What is expected -> Lines containing the word "Fermo" are to be copied from the data below.

Data items:
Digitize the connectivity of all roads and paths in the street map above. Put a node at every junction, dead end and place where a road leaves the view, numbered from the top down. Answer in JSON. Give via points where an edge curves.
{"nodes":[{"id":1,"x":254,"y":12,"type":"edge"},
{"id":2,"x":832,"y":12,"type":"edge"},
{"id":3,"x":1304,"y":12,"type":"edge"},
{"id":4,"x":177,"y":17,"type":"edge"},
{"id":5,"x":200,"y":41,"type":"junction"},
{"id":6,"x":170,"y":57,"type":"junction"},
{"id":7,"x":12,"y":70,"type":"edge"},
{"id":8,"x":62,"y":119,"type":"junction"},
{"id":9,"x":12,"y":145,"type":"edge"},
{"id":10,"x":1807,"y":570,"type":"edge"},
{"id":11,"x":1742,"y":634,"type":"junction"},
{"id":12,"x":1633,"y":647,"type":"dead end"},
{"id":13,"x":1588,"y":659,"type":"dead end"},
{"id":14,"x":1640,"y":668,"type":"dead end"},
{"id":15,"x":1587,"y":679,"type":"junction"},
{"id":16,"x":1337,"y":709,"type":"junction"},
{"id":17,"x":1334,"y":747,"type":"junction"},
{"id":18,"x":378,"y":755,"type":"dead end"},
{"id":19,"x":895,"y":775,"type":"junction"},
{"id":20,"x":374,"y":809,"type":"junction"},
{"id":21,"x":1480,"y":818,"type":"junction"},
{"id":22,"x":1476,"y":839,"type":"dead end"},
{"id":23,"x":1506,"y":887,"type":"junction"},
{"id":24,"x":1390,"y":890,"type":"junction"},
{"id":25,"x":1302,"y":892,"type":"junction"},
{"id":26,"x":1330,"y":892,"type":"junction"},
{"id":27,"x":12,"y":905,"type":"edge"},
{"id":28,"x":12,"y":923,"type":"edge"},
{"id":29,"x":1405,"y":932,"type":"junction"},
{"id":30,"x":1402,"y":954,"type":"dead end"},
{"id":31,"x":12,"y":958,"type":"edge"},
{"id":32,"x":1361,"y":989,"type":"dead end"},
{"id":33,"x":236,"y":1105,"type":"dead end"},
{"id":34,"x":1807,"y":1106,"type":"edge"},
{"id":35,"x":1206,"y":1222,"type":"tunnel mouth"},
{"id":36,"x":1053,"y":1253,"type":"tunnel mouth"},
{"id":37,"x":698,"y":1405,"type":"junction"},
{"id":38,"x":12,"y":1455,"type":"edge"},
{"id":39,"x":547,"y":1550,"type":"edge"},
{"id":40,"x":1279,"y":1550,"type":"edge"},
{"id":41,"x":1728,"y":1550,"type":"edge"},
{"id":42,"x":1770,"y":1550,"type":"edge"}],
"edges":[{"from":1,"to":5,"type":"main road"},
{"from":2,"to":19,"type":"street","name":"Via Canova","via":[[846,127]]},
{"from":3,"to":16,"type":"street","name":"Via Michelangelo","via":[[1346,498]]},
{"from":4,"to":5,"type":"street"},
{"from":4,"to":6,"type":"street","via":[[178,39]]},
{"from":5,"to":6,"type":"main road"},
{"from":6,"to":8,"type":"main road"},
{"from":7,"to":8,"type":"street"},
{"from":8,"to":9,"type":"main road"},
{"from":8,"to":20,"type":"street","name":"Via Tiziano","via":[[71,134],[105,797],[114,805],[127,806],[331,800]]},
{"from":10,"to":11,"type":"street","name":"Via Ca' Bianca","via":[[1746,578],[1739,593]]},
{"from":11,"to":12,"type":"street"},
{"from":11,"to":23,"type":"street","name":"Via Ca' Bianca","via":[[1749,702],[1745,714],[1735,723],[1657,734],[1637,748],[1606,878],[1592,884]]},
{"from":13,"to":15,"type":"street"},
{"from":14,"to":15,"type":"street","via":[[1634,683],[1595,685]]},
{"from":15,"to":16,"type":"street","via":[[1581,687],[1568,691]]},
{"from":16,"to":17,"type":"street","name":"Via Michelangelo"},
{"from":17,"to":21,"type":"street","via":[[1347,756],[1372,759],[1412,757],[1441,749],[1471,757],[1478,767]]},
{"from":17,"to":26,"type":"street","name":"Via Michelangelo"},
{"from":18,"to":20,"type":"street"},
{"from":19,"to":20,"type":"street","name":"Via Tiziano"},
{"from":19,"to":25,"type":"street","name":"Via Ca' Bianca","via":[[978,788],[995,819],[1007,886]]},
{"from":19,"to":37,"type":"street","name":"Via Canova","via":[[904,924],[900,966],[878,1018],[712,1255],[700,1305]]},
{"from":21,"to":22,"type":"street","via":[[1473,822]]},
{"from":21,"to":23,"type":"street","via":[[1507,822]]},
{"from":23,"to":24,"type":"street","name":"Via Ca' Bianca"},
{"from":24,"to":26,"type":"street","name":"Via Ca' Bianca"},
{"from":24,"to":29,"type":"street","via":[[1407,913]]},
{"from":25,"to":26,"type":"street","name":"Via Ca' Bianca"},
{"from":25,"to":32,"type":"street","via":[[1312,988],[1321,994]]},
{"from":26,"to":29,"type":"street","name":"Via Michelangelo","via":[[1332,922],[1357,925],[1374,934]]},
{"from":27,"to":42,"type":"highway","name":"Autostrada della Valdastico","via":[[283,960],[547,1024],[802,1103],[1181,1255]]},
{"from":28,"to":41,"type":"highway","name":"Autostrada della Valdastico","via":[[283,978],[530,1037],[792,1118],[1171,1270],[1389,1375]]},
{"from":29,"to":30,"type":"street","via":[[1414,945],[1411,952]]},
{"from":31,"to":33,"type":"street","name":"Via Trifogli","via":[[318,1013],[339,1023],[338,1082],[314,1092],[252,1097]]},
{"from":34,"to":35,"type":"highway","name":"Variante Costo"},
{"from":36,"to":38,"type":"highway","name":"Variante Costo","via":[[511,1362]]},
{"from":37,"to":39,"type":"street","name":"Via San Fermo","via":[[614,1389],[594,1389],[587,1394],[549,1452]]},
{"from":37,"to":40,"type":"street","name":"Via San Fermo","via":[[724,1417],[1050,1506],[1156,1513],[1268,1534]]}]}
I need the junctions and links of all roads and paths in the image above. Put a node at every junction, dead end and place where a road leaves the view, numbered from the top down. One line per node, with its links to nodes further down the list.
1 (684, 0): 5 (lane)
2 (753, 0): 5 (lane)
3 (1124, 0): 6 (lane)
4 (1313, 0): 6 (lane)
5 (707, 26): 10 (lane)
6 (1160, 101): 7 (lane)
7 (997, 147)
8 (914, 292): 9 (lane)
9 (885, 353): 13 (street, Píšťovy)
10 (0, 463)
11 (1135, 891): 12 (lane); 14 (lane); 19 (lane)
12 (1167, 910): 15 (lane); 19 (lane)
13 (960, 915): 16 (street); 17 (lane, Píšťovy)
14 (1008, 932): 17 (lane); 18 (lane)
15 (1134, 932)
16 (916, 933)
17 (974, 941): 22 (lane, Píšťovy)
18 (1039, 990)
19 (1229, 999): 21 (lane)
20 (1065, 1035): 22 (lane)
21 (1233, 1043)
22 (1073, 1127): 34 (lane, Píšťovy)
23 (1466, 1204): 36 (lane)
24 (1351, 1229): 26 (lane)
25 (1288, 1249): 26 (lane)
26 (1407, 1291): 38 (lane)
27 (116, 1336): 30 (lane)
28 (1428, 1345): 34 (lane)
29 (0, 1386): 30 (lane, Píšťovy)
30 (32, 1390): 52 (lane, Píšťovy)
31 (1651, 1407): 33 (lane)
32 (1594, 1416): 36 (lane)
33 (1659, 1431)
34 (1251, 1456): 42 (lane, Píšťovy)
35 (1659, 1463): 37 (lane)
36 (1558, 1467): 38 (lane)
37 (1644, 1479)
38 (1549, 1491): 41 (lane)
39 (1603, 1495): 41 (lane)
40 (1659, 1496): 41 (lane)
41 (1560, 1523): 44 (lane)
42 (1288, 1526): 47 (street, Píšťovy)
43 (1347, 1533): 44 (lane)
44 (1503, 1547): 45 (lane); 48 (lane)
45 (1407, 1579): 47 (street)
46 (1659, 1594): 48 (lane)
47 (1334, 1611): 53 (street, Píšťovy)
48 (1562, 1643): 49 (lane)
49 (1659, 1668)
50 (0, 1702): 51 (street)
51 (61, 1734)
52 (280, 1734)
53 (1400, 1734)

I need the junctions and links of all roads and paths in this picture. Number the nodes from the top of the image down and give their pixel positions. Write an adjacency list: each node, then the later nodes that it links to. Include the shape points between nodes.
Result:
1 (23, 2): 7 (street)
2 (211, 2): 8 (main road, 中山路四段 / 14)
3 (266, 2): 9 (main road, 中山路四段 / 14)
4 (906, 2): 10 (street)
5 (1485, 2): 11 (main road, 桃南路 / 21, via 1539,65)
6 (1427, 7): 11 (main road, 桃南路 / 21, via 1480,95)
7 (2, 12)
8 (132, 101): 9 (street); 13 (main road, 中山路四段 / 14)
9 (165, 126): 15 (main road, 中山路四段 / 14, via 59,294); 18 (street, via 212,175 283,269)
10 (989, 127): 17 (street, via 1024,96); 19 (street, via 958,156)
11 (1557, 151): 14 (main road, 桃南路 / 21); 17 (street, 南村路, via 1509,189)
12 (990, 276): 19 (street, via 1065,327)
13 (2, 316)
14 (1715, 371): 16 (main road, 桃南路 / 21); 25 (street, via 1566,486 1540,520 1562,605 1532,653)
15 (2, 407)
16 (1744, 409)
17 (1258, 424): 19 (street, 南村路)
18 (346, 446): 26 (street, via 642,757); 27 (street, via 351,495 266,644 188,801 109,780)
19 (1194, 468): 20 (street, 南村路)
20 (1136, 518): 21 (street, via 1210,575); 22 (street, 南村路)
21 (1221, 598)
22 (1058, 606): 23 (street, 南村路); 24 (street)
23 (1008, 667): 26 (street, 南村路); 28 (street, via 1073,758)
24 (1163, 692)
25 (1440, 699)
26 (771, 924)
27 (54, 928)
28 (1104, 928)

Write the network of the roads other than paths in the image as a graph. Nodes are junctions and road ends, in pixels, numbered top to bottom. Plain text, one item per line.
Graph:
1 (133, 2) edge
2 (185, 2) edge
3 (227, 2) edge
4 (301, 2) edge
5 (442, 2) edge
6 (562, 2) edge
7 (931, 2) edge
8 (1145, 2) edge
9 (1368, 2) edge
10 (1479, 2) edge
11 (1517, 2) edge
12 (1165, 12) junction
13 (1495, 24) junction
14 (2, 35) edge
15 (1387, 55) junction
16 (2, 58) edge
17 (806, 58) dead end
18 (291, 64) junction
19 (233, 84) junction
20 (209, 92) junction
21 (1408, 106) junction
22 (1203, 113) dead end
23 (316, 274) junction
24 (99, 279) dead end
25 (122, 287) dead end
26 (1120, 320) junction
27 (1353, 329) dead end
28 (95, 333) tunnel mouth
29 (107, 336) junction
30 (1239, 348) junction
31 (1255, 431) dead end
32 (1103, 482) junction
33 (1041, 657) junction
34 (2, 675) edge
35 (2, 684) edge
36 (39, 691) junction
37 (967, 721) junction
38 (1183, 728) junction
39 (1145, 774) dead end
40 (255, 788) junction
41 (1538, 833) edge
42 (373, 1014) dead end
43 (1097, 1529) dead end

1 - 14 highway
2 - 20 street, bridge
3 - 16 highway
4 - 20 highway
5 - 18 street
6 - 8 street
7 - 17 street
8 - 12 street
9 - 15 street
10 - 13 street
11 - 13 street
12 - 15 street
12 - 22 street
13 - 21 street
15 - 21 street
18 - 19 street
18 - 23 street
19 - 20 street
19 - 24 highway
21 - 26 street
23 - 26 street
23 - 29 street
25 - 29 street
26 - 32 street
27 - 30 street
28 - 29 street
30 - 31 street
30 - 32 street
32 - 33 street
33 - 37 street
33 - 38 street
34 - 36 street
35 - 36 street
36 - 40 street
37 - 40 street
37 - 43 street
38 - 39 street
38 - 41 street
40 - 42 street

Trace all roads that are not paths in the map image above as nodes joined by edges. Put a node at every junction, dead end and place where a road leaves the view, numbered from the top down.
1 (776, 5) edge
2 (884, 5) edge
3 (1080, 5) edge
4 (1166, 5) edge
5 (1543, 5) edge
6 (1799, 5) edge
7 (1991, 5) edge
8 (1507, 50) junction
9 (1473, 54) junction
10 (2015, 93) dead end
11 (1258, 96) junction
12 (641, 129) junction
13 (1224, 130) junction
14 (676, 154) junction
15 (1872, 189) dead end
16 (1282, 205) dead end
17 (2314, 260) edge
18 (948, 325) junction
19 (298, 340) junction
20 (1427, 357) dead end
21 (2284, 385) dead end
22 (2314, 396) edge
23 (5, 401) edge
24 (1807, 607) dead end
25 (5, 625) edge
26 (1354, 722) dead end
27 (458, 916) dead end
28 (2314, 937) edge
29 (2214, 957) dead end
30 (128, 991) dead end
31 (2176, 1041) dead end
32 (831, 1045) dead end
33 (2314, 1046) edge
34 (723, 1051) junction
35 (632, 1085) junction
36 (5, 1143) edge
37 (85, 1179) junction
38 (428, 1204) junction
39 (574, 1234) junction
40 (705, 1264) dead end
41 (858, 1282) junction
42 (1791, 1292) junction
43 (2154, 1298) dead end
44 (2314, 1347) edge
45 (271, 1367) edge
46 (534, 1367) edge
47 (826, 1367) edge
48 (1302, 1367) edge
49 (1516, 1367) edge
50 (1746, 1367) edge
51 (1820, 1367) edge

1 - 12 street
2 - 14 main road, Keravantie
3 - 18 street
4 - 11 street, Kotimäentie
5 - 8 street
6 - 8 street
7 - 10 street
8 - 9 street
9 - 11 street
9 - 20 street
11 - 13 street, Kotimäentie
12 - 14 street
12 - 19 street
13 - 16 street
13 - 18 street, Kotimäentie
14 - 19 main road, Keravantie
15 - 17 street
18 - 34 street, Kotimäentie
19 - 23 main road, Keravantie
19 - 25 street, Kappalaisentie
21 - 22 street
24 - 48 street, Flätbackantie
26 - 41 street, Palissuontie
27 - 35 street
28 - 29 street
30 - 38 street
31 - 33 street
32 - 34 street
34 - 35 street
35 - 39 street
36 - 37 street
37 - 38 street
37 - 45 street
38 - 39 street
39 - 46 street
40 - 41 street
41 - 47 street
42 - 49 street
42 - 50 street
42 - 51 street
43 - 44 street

Written response ->
{"from":37,"to":39,"type":"street","name":"Via San Fermo","via":[[614,1389],[594,1389],[587,1394],[549,1452]]},
{"from":37,"to":40,"type":"street","name":"Via San Fermo","via":[[724,1417],[1050,1506],[1156,1513],[1268,1534]]}]}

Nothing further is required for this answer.